Despite having only 1300 miles between them, Beijing and Tokyo’s paths towards prosperity contrast remarkably. China’s GDP per capita is extremely low in relation to developed nations; Peaple explained with thoughtful judgement that there stands the risk that a slowing economy and wealth inequality could cause resentment in a nation. There is the possibility that a country’s people disagree with how the country is run. In China, he explained, the risk is high. But on the other hand, he argued, perhaps this would not be the case. Perhaps we overestimate the bitterness foreign countries have to their own governments. After all, as much as one may dislike their current government, it could arguably be stronger, more stable and better-liked than its predecessors.

In the UK, we forget the issue of transferability. Although a system may work in one part of the world, this does not mean that we can simply apply it elsewhere in a completely different environment. Peaple clarified that China is phenomenally large; “running the UK is probably like running a town on the grand scale of things in China.”

China is the country where 1.4 billion people of various ethnicities, traditions, and even languages, will call the land home. How can a simple journalist understand the wide array of voices and opinions and then present an entire country in neat black type back at home? As a journalist himself, Peaple joked that his job was to “pretend that he knew stuff,” of which I would partially agree.

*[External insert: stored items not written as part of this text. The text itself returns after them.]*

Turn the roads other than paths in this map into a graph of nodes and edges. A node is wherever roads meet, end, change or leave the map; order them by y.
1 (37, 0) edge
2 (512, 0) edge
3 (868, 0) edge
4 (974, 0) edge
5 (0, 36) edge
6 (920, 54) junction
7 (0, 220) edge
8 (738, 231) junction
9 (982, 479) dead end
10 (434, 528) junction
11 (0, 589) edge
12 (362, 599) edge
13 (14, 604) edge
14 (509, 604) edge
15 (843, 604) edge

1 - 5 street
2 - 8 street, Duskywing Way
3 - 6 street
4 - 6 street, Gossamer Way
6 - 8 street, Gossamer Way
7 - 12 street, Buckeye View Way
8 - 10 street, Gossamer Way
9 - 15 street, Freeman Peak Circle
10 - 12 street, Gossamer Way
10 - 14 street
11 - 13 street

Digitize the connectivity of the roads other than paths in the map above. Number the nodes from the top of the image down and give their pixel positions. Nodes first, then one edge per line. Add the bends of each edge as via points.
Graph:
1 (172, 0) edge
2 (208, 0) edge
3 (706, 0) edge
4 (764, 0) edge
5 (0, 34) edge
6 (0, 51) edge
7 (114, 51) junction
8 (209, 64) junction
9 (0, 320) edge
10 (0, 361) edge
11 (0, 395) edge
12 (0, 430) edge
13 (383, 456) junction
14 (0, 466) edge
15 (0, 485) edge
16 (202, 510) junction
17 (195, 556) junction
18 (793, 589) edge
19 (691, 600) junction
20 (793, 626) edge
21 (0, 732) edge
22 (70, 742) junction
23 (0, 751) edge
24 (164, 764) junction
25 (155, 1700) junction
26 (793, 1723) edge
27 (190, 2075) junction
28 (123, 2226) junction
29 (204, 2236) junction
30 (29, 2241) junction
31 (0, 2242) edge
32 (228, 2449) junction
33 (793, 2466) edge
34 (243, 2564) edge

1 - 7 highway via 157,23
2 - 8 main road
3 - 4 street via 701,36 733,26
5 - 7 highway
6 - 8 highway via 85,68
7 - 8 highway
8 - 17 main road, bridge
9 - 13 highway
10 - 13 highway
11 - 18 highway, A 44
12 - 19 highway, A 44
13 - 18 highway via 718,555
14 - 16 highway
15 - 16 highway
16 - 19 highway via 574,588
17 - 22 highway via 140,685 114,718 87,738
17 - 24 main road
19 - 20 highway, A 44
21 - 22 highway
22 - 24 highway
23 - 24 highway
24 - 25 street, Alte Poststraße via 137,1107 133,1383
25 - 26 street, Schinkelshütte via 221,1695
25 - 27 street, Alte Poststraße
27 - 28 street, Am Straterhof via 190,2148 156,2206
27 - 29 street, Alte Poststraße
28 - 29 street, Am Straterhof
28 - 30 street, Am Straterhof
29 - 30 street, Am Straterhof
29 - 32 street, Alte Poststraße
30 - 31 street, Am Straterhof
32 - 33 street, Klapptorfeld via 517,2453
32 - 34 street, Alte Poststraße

It becomes quite regular that we read of China in the press, whether as ‘Communist danger’, an ‘oppressor of human rights’, or even a ‘security threat’ to our privacy. Amongst this endless stream of negativity, it is rare to hear of something positive regarding the East. We hear about the issues so often that it can become quite difficult to pinpoint precisely an optimistic event.

Peaple argues that the problem with writing positives is that, in most cases, nobody wants to hear it. It is nigh impossible to wade through the sensationalist headlines to find a small kernel of truth. This is why, for resilience term, I pass on his suggestion that if you really would like to know the truth for yourself, then it is not a bad idea to travel there and find out.